● Your instructions: Beginning with the line that mentions "ring pip: (763, 750)", reproduce every line through the last line of the entries, exactly, and only those.

(Data records)
--------------------------------------------------

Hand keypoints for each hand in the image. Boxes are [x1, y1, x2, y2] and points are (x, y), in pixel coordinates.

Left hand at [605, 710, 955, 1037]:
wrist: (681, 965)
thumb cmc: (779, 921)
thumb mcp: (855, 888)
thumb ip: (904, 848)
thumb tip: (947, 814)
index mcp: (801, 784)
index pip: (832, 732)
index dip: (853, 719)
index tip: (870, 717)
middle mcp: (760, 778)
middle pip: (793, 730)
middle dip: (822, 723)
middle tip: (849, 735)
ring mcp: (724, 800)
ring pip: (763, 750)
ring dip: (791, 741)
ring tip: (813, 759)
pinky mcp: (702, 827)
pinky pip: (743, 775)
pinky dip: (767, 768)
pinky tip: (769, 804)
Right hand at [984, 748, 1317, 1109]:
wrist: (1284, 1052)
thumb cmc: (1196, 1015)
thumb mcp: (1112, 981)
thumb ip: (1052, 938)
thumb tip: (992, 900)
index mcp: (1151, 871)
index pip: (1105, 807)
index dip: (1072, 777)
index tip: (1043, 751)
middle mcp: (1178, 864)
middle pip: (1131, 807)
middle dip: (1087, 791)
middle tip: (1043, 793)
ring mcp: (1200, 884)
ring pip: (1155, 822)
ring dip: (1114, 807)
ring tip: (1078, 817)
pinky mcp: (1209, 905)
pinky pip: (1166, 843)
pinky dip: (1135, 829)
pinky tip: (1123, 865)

--------------------------------------------------

● Result of this task:
ring pip: (763, 750)
ring dip: (791, 741)
ring tip: (813, 759)
pinky mcp: (702, 827)
pinky pip: (743, 775)
pinky dip: (767, 768)
pinky tip: (769, 804)
Right hand at [984, 748, 1317, 1109]:
wrist: (1284, 1052)
thumb cmc: (1196, 1015)
thumb mcp: (1112, 981)
thumb ip: (1052, 938)
thumb tip: (992, 900)
index mcp: (1151, 871)
index pip: (1105, 807)
index dip: (1072, 777)
index tip: (1043, 751)
middle mcp: (1178, 864)
middle pip: (1131, 807)
middle dip: (1087, 791)
middle tip: (1043, 793)
ring mcp: (1200, 884)
ring pip: (1155, 822)
ring dip: (1114, 807)
ring tip: (1078, 817)
pinky mcp: (1209, 905)
pinky pip: (1166, 843)
pinky dip: (1135, 829)
pinky tip: (1123, 865)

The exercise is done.